Sweet, sensual Caroline wouldn't snap and snarl at Webb like an unruly beast. She would take pity on him. I know it as instinctively as I know she's meant to be mine. She would find a way to put him at ease, treat him better than I have since I barged in here and demanded his help.

I take a deep breath and exhale it slowly.

Finding her isn't enough. I have to deserve the trust she put in me when she called me her daddy and gave my life purpose again.

"I'd like the first and last name of every student here, please."

"All of them?" Mr. Webb wipes sweat from his brow.

"Unless you can give me just those named Caroline."

"I can do that." He seems relieved to be able to provide me with something other than a resolute no. "I'll email it to you as soon as the report is ready."

"Thank you." I start to turn away from his desk and then hesitate. I'm almost certain Caroline is her real first name, but better not to risk being wrong. "Include anyone named Kennedy as well."

"Of course, Professor King. No problem."

I duck out of the office, headed back toward my lecture hall on the far side of the campus. It's cool out, a noticeable bite in the air. Gusts of wind kick up dead and dying leaves, sending them swirling across the campus. I shove my hands into my pockets, touch the pair of panties hidden there.

"Where are you, sweet baby?" I murmur, plagued with an emotion I rarely feel. Uncertainty.

Why didn't she show up? Did I come on too strong? Frighten her?

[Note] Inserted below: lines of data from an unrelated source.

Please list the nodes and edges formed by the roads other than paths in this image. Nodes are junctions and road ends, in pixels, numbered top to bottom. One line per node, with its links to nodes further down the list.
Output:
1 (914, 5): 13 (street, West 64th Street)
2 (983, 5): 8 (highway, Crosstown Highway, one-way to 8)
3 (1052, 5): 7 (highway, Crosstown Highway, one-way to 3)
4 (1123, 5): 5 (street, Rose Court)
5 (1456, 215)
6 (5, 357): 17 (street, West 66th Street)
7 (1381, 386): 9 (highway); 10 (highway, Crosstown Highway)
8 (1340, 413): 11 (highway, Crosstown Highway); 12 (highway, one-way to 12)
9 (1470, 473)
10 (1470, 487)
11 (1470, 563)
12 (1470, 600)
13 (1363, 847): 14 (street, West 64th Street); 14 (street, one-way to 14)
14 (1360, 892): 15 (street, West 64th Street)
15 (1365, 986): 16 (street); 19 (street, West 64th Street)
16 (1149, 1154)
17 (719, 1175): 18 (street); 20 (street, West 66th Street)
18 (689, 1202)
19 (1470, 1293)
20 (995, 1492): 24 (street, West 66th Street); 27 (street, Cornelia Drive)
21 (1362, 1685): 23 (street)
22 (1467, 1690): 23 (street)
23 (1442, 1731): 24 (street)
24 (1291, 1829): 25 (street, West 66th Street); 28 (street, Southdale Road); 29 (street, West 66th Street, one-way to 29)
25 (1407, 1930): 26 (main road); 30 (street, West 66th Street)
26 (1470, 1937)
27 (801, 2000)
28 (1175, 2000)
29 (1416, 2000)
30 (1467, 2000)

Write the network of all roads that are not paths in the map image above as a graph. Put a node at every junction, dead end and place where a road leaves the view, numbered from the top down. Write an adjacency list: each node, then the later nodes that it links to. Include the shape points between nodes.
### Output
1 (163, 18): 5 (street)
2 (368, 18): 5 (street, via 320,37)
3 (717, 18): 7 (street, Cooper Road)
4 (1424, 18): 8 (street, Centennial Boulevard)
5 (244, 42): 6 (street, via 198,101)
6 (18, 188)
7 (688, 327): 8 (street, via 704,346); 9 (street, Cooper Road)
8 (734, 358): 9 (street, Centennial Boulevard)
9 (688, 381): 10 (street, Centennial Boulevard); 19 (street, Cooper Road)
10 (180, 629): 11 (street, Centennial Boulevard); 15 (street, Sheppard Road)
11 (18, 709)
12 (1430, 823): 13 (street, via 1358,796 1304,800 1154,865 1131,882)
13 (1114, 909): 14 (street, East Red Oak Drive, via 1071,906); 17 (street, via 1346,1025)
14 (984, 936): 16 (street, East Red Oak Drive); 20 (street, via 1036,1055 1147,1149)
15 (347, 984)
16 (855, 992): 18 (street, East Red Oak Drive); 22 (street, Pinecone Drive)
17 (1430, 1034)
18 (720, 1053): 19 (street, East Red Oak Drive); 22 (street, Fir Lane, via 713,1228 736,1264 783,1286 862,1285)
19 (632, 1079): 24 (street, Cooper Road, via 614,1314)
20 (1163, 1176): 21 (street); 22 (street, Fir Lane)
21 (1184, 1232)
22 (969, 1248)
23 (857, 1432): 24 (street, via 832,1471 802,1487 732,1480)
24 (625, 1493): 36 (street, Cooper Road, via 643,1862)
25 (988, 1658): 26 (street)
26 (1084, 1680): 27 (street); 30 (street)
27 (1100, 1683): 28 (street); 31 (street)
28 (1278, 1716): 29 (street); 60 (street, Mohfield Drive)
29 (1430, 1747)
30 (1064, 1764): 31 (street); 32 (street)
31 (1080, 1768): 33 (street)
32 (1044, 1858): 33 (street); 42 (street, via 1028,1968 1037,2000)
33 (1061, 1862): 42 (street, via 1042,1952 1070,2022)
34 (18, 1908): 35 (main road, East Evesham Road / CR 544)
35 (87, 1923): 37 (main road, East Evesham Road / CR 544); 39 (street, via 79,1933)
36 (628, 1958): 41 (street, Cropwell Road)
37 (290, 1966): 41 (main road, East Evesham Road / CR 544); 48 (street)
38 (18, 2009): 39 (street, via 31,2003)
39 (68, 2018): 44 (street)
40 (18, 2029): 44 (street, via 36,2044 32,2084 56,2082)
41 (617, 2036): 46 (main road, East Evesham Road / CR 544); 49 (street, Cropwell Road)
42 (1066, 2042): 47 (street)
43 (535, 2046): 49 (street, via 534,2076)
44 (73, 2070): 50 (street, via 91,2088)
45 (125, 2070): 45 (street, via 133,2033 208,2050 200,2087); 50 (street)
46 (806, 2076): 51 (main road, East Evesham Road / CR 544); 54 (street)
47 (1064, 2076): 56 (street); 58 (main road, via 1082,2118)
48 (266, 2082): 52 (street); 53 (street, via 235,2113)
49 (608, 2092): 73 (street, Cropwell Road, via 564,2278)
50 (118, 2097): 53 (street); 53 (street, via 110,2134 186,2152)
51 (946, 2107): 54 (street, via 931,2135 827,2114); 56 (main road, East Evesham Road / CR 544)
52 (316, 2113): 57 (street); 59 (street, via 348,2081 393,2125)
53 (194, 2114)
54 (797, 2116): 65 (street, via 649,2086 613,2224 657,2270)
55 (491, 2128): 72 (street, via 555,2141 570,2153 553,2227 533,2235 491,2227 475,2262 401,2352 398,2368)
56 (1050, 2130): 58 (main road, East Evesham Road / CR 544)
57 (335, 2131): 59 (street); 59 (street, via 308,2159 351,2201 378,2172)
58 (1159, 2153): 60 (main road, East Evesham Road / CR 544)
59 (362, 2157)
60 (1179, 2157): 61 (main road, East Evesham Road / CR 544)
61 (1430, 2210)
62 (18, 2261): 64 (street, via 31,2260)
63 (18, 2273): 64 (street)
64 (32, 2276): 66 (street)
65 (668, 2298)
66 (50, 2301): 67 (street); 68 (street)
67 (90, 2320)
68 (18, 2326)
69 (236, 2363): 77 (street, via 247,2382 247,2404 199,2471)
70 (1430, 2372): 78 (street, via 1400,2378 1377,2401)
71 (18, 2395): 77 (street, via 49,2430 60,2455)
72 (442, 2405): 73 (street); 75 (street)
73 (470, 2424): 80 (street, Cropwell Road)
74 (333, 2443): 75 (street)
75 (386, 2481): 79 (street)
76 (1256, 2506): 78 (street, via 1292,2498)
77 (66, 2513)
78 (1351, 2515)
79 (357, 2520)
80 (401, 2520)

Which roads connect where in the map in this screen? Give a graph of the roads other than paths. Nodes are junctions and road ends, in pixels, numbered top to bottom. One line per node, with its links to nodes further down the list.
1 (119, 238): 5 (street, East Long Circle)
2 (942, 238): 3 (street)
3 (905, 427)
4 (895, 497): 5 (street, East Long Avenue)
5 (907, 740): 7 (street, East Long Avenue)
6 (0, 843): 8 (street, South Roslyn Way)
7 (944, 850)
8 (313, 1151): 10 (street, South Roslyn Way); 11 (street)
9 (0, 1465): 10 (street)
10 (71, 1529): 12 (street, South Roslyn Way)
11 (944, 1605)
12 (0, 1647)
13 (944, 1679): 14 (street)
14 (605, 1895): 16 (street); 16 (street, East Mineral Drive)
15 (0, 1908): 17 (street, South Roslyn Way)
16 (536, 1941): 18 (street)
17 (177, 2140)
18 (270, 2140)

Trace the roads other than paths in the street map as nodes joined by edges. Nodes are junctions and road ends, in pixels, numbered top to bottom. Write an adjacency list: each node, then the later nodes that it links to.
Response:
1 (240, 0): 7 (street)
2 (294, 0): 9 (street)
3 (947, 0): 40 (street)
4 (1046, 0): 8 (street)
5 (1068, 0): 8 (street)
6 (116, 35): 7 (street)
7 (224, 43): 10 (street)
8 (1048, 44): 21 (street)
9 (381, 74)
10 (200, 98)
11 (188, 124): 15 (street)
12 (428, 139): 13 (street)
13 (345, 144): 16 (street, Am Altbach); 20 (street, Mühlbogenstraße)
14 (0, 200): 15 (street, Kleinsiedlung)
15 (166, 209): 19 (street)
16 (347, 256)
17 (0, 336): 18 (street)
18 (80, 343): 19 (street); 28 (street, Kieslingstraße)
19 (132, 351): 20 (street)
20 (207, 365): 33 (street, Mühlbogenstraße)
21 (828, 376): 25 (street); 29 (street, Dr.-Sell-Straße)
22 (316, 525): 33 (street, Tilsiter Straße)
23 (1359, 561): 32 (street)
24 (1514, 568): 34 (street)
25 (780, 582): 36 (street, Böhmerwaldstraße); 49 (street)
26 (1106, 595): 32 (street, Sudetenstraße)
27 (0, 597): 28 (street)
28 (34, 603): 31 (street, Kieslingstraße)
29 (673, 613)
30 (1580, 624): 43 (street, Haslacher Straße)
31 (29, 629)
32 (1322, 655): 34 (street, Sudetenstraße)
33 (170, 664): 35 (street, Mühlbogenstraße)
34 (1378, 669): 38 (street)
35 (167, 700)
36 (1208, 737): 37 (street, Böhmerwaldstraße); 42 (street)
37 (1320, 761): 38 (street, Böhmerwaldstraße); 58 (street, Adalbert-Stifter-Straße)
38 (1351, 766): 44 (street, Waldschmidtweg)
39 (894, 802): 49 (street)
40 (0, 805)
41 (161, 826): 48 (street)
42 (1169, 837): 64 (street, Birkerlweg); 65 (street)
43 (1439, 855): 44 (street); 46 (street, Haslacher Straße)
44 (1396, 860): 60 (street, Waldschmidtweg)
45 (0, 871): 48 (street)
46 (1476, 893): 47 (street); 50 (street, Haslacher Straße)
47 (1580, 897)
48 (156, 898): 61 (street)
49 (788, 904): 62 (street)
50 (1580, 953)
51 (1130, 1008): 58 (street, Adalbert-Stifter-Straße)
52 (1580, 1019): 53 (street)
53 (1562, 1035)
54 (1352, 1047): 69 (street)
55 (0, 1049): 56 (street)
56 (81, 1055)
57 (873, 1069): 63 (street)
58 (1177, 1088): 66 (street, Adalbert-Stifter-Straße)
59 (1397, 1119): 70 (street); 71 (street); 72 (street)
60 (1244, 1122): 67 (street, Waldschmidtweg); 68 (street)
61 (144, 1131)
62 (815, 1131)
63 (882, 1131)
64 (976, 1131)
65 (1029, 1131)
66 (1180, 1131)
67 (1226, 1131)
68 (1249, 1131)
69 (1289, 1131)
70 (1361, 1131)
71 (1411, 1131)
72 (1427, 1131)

Did she find out who I am and run? That lost thought…that's the one that worries me most. I know my reputation. I know what students say about me. It never mattered until now. I never cared if they liked me or not. My goal has always been to make them stronger writers, more capable of defending their art.

Talent matters, certainly. But talent alone doesn't sell. It takes grit and guts and the ability to keep plugging along even when the drawer of rejection runs over and a yes seems like a dream that'll remain forever out of reach. That's what I prepare them for.

God knows, no one prepared me. Despite growing up in the literary world, I didn't have a fucking clue what waited for me. My first agent wanted in my pants. My second wanted the dirt on my family to launch her own writing career. My first book never made it out of the box in my office where it still sits, twenty years later. My second was hammered by critics. My third fared little better.

I found success only with half a dozen years of hard-learned, painful lessons under my belt. Lessons that, quite frankly, almost killed every bit of drive I had in me. I lost the rest of that drive when my own team betrayed me. I fought through hell to get back what rightfully belonged to me. And I haven't written since.

Writers give up and walk away every day. They lose their passion, their purpose. No grinds it right out of them. Rejection stings like a bitch. Betrayal hurts even worse. I teach writers to suck it up and bite back before they lose their passion and their purpose like I did.

But maybe I've become so focused on the end goal that I let the means justify it when I shouldn't have. I make them tougher, true. If they can make it through me, they can make it through anything. Perhaps I've let myself become the enemy in my quest…too much like the machine that grinds ambition right out of them.

Jesus. Is that what I've become? Another voice shouting them down?

The thought is chilling. It's also become increasingly familiar of late.